It is great to celebrate our regional differences in the UK, and nothing says Scottish more than their national icon Rabbie Burns.
(Robert Burns was a famous poet who lived in Scotland in the 1700’s.)
His life is celebrated on 25th January every year in Scotland and more notably via a ‘Burns Night’ celebration involving a feast with haggis!
Don’t worry though, as there isn’t any haggis in these cupcakes, no, we celebrate Burns Day with a wee drop of whisky in our buttercream frosting.
Well nothing says Scotland more than a wee drop of whisky we think!
You don’t have to buy a big bottle of whisky (if you haven’t got one gathering dust in the cupboard) you can always buy a miniature from most off licenses.
These cupcakes are extremely moist because we use one of our favourite chocolate cakes recipes.
The recipe we use calls for vegetable oil and buttermilk which makes the cupcakes really lush to balance against the whiskey Nutella buttercream.
(Don’t worry you can buy buttermilk fro most supermarkets next to the cream in the fridges)
- Brown Muffin Size Cup Cake Cases.
- Muffin Size 12 Hole Cake Tray
- 100g Plain Flour
- 50g Unsweetened Cocoa Powder
- 2tsps Baking Powder
- 2 Large Eggs
- 200g Caster Sugar
- 80ml Vegetable Oil
- 120ml Buttermilk
- 250g Unsalted Butter
- 120g Icing Sugar
- 3 tbsp Nutella
- Chocolate brownie
- 2tsps Whiskey
IT IS IMPORTANT THAT ALL INGREDIENTS ARE AT ROOM TEMPERATURE !!!

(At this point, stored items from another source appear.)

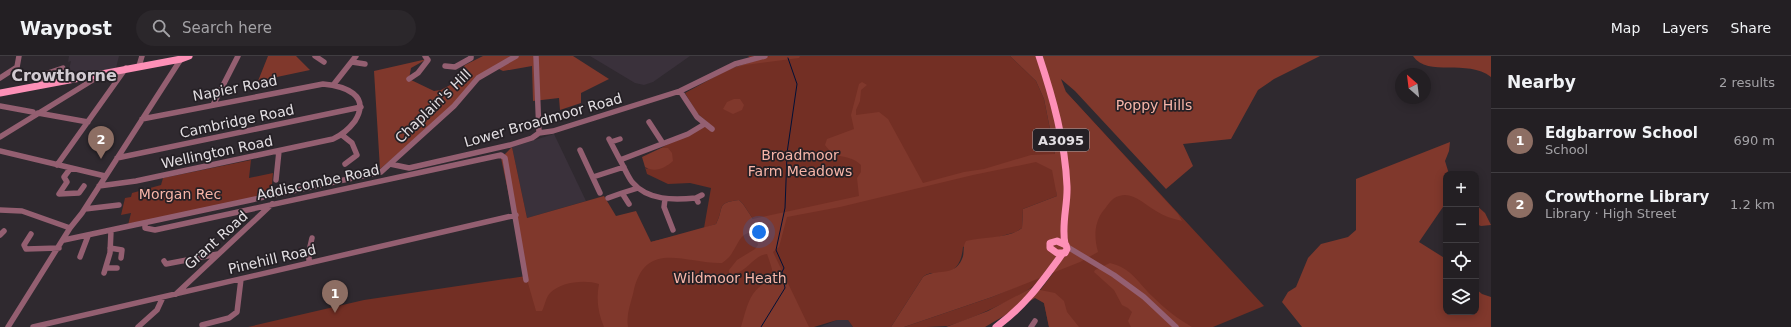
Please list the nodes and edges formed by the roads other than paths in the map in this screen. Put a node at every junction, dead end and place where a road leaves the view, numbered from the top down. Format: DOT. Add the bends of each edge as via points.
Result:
graph roads {
  1 [pos="20,56"];
  2 [pos="142,56"];
  3 [pos="189,56"];
  4 [pos="238,56"];
  5 [pos="315,56"];
  6 [pos="356,56"];
  7 [pos="425,56"];
  8 [pos="471,56"];
  9 [pos="516,56"];
  10 [pos="536,56"];
  11 [pos="765,56"];
  12 [pos="1039,56"];
  13 [pos="181,59"];
  14 [pos="324,62"];
  15 [pos="352,62"];
  16 [pos="365,64"];
  17 [pos="139,66"];
  18 [pos="445,66"];
  19 [pos="63,68"];
  20 [pos="126,68"];
  21 [pos="98,74"];
  22 [pos="0,78"];
  23 [pos="409,79"];
  24 [pos="40,84"];
  25 [pos="334,84"];
  26 [pos="680,91"];
  27 [pos="0,93"];
  28 [pos="213,105"];
  29 [pos="0,106"];
  30 [pos="361,107"];
  31 [pos="35,113"];
  32 [pos="142,119"];
  33 [pos="88,122"];
  34 [pos="649,125"];
  35 [pos="703,125"];
  36 [pos="712,129"];
  37 [pos="539,133"];
  38 [pos="341,136"];
  39 [pos="0,137"];
  40 [pos="620,139"];
  41 [pos="662,142"];
  42 [pos="580,150"];
  43 [pos="279,151"];
  44 [pos="1,153"];
  45 [pos="117,158"];
  46 [pos="620,160"];
  47 [pos="345,164"];
  48 [pos="390,164"];
  49 [pos="57,166"];
  50 [pos="624,167"];
  51 [pos="70,169"];
  52 [pos="105,176"];
  53 [pos="592,177"];
  54 [pos="276,180"];
  55 [pos="84,186"];
  56 [pos="100,186"];
  57 [pos="638,188"];
  58 [pos="600,193"];
  59 [pos="622,193"];
  60 [pos="702,195"];
  61 [pos="608,198"];
  62 [pos="665,199"];
  63 [pos="272,204"];
  64 [pos="629,204"];
  65 [pos="119,205"];
  66 [pos="1,208"];
  67 [pos="85,209"];
  68 [pos="516,215"];
  69 [pos="145,224"];
  70 [pos="1063,227"];
  71 [pos="70,228"];
  72 [pos="673,230"];
  73 [pos="111,231"];
  74 [pos="30,234"];
  75 [pos="88,236"];
  76 [pos="312,238"];
  77 [pos="64,240"];
  78 [pos="1051,246"];
  79 [pos="59,248"];
  80 [pos="110,248"];
  81 [pos="1065,249"];
  82 [pos="218,254"];
  83 [pos="80,257"];
  84 [pos="121,258"];
  85 [pos="164,261"];
  86 [pos="309,263"];
  87 [pos="1052,267"];
  88 [pos="116,268"];
  89 [pos="241,279"];
  90 [pos="526,280"];
  91 [pos="176,294"];
  92 [pos="163,297"];
  93 [pos="202,325"];
  94 [pos="8,327"];
  95 [pos="33,327"];
  96 [pos="138,327"];
  97 [pos="996,327"];
  98 [pos="1176,327"];
  1 -- 22 [label="street" via="16,68"];
  2 -- 17 [label="street"];
  3 -- 13 [label="main road"];
  4 -- 28 [label="street"];
  5 -- 14 [label="street"];
  6 -- 15 [label="street"];
  7 -- 23 [label="street" via="428,60 418,73"];
  8 -- 18 [label="street" via="454,67"];
  9 -- 48 [label="street, Chaplain's Hill" via="478,78 454,106"];
  10 -- 37 [label="street"];
  11 -- 26 [label="street, Lower Broadmoor Road" via="735,64"];
  12 -- 70 [label="main road, A3095" via="1064,153 1067,189"];
  13 -- 17 [label="main road"];
  13 -- 32 [label="street"];
  15 -- 16 [label="street"];
  15 -- 25 [label="street"];
  17 -- 20 [label="main road"];
  19 -- 24 [label="street" via="47,73"];
  20 -- 21 [label="main road"];
  20 -- 33 [label="street"];
  21 -- 24 [label="main road"];
  21 -- 31 [label="street" via="96,78"];
  24 -- 27 [label="main road"];
  25 -- 28 [label="street, Napier Road" via="309,85"];
  25 -- 30 [label="street" via="343,86 357,95"];
  26 -- 35 [label="street"];
  26 -- 37 [label="street, Lower Broadmoor Road" via="553,132"];
  28 -- 32 [label="street, Napier Road"];
  29 -- 31 [label="street"];
  30 -- 38 [label="street" via="357,119"];
  30 -- 45 [label="street, Cambridge Road"];
  31 -- 33 [label="street"];
  31 -- 39 [label="street"];
  32 -- 45 [label="street"];
  33 -- 49 [label="street"];
  34 -- 41 [label="street"];
  35 -- 36 [label="street"];
  35 -- 41 [label="street" via="688,134"];
  37 -- 48 [label="street, Lower Broadmoor Road" via="510,145 411,168"];
  38 -- 43 [label="street, Wellington Road"];
  38 -- 47 [label="street" via="350,139 357,155"];
  40 -- 46 [label="street" via="610,141"];
  41 -- 46 [label="street"];
  42 -- 53 [label="street"];
  43 -- 54 [label="street"];
  43 -- 56 [label="street, Wellington Road" via="136,181"];
  44 -- 49 [label="street"];
  45 -- 52 [label="street"];
  46 -- 50 [label="street"];
  48 -- 69 [label="street" via="381,172 372,175"];
  49 -- 51 [label="street"];
  50 -- 53 [label="street"];
  50 -- 57 [label="street"];
  51 -- 52 [label="street"];
  51 -- 55 [label="street" via="64,177 67,182 59,194 79,193"];
  52 -- 56 [label="street"];
  53 -- 58 [label="street"];
  56 -- 67 [label="street"];
  57 -- 59 [label="street"];
  57 -- 62 [label="street"];
  59 -- 61 [label="street"];
  59 -- 64 [label="street"];
  60 -- 62 [label="street" via="697,200"];
  62 -- 72 [label="street" via="664,207"];
  63 -- 68 [label="street, Addiscombe Road" via="501,155 505,158"];
  63 -- 69 [label="street, Addiscombe Road" via="155,230 146,228"];
  63 -- 82 [label="street, Grant Road"];
  65 -- 67 [label="street"];
  66 -- 71 [label="street" via="24,211"];
  67 -- 71 [label="street"];
  68 -- 86 [label="street, Pinehill Road"];
  68 -- 90 [label="street"];
  69 -- 73 [label="street"];
  70 -- 78 [label="main road, A3095"];
  70 -- 81 [label="main road, A3095"];
  71 -- 77 [label="street"];
  73 -- 75 [label="street"];
  73 -- 80 [label="street"];
  74 -- 79 [label="street" via="24,245 24,252"];
  75 -- 77 [label="street"];
  75 -- 83 [label="street"];
  76 -- 86 [label="street"];
  77 -- 79 [label="street"];
  78 -- 81 [label="main road" via="1057,253"];
  78 -- 81 [label="main road" via="1057,240"];
  78 -- 87 [label="main road"];
  79 -- 94 [label="street"];
  80 -- 84 [label="street" via="122,250"];
  80 -- 88 [label="street" via="106,270"];
  81 -- 87 [label="main road"];
  81 -- 98 [label="street" via="1114,275 1144,297"];
  82 -- 85 [label="street" via="166,264"];
  82 -- 91 [label="street, Grant Road"];
  86 -- 89 [label="street, Pinehill Road"];
  87 -- 97 [label="main road" via="1030,298"];
  89 -- 91 [label="street, Pinehill Road"];
  89 -- 93 [label="street" via="237,312 229,318"];
  91 -- 92 [label="street, Pinehill Road"];
  92 -- 95 [label="street, Pinehill Road"];
  92 -- 96 [label="street" via="158,309"];
}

Put the oven on to heat up to 160 degrees Celsius for fan oven. 180 degrees non fan.
Whisk eggs, caster sugar and oil together for approximately one minute.
Place the flour, cocoa powder, baking powder into a bowl and pour in about half of the egg sugar and oil mixture with half of the buttermilk.
Whisk by hand for approximately one minute before adding the rest of the egg mixture and buttermilk.
Whisk again by hand for 30 seconds.
Fill the cupcake cases to just under halfway and place the cupcakes in the oven for approximately 16 mins. Test with a skewer to ensure they are cooked.
Cool the cupcakes on a cooling rack until completely cool.
Whisk the very soft butter and icing sugar together for the buttercream frosting. When light and fluffy add the Nutella and whisk again.
Now add the whiskey and whisk once more.
Place the frosting into a disposable icing bag and make sure it is filled to the tip. Cut the end off the piping bag about 1 cm from the end and pipe the frosting in a circular motion onto the top of the cupcakes.
If you have a 1M or 2D nozzle you can use your talents learnt on our Cupcake Master Class to give a professional finish to your Burns Day Cupcakes.
Finally, cut your chocolate brownie into small cubes and place on top of the cupcakes.